Closed LemonBoy closed 8 years ago
The use of mmap
brings the time for the conversion of a single timeframe from > 12m to 6.40m (the run time for a single csv drops from 0.208s
to 0.08s
) on this machine, at the expense of being able to use stdin as input (that wasn't working well anyway as seen in #25, probably due to some buffering issue linked to the use of readline).

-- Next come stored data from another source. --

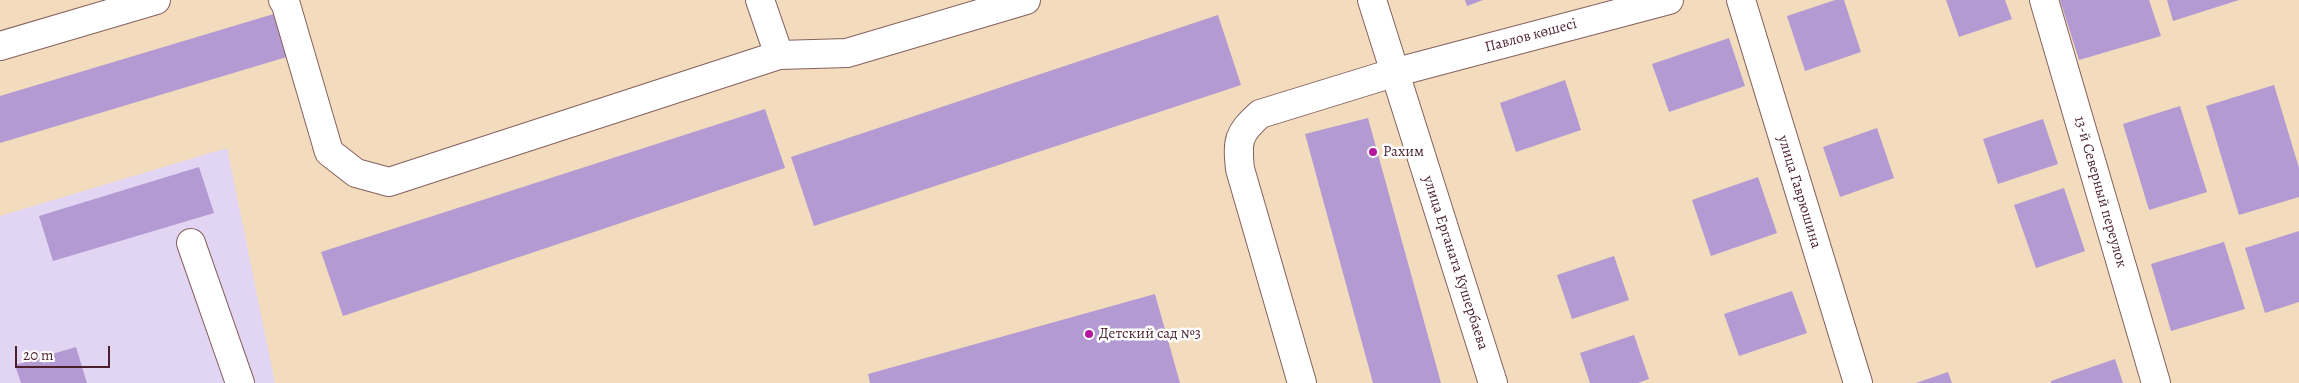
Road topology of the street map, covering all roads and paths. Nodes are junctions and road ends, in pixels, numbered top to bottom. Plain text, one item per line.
1 (156, 0) edge
2 (283, 0) edge
3 (760, 0) edge
4 (1026, 0) edge
5 (1372, 0) edge
6 (1669, 0) edge
7 (1741, 0) edge
8 (2044, 0) edge
9 (0, 46) edge
10 (778, 55) junction
11 (1393, 72) junction
12 (191, 244) dead end
13 (240, 383) edge
14 (1302, 383) edge
15 (1493, 383) edge
16 (1858, 383) edge
17 (2156, 383) edge

1 - 9 street
2 - 10 street
3 - 10 street
4 - 10 street
5 - 11 street, улица Ерганата Кушербаева
6 - 11 street, Павлов көшесі
7 - 16 street, улица Гаврюшина
8 - 17 street, 13-й Северный переулок
11 - 14 street, Павлов көшесі
11 - 15 street, улица Ерганата Кушербаева
12 - 13 street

That's a non issue since a shared map is created and it should be shared among the various processes mapping the same file, more than a single timeframe could be converted at once to get well past the 50m
mark
The latest commit manages to convert the whole EURUSD-2014
dataset in less than 10m
make 484.43s user 0.27s system 99% cpu 8:04.77 total
At this point I'm not sure if I did optimize the code or have somehow killed the dataset heh
Please remove the line [1], it's a brainfart
[1] https://github.com/FX31337/FX-BT-Scripts/blob/master/convert_csv_to_mt.py#L244
Can you quote the line? Currently it's pointing to:
for tick in ticks:
That's the line, the branch wasn't quite ready for getting merged into master :(
That's fine, it was merged to re-validate with other PR aiming at the performance to avoid any conflicts, you can send the next PR for the speed up and fixes.
Moved the changes to performance
branch (#54), so you may apply the fixes there.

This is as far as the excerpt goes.